### SOURCE DATA
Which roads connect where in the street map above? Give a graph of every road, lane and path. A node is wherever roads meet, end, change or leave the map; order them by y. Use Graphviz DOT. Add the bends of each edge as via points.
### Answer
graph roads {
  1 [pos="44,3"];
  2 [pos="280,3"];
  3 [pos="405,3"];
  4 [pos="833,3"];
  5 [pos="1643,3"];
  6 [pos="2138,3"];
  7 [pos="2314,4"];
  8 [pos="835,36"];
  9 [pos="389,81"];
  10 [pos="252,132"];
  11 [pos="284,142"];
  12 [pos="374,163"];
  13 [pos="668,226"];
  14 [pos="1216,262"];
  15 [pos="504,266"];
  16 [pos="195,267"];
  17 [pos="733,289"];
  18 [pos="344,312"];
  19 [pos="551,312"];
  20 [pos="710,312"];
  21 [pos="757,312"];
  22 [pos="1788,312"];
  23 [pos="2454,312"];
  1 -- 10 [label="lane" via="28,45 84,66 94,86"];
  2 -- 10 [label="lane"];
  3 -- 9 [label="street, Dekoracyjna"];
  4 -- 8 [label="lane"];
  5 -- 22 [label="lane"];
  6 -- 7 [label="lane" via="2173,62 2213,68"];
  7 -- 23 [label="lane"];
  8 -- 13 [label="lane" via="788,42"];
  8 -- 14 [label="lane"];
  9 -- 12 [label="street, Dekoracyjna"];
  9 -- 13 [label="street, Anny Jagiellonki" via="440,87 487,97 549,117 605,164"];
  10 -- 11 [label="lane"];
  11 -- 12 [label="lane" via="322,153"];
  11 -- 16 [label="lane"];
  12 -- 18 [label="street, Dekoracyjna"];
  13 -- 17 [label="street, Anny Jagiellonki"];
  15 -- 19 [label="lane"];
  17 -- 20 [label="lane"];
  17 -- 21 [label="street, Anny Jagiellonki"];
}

### TASK GOAL
Please restate the data word for word, every record included.

### EXERCISE RESULT
Which roads connect where in the street map above? Give a graph of every road, lane and path. A node is wherever roads meet, end, change or leave the map; order them by y. Use Graphviz DOT. Add the bends of each edge as via points.
### Answer
graph roads {
  1 [pos="44,3"];
  2 [pos="280,3"];
  3 [pos="405,3"];
  4 [pos="833,3"];
  5 [pos="1643,3"];
  6 [pos="2138,3"];
  7 [pos="2314,4"];
  8 [pos="835,36"];
  9 [pos="389,81"];
  10 [pos="252,132"];
  11 [pos="284,142"];
  12 [pos="374,163"];
  13 [pos="668,226"];
  14 [pos="1216,262"];
  15 [pos="504,266"];
  16 [pos="195,267"];
  17 [pos="733,289"];
  18 [pos="344,312"];
  19 [pos="551,312"];
  20 [pos="710,312"];
  21 [pos="757,312"];
  22 [pos="1788,312"];
  23 [pos="2454,312"];
  1 -- 10 [label="lane" via="28,45 84,66 94,86"];
  2 -- 10 [label="lane"];
  3 -- 9 [label="street, Dekoracyjna"];
  4 -- 8 [label="lane"];
  5 -- 22 [label="lane"];
  6 -- 7 [label="lane" via="2173,62 2213,68"];
  7 -- 23 [label="lane"];
  8 -- 13 [label="lane" via="788,42"];
  8 -- 14 [label="lane"];
  9 -- 12 [label="street, Dekoracyjna"];
  9 -- 13 [label="street, Anny Jagiellonki" via="440,87 487,97 549,117 605,164"];
  10 -- 11 [label="lane"];
  11 -- 12 [label="lane" via="322,153"];
  11 -- 16 [label="lane"];
  12 -- 18 [label="street, Dekoracyjna"];
  13 -- 17 [label="street, Anny Jagiellonki"];
  15 -- 19 [label="lane"];
  17 -- 20 [label="lane"];
  17 -- 21 [label="street, Anny Jagiellonki"];
}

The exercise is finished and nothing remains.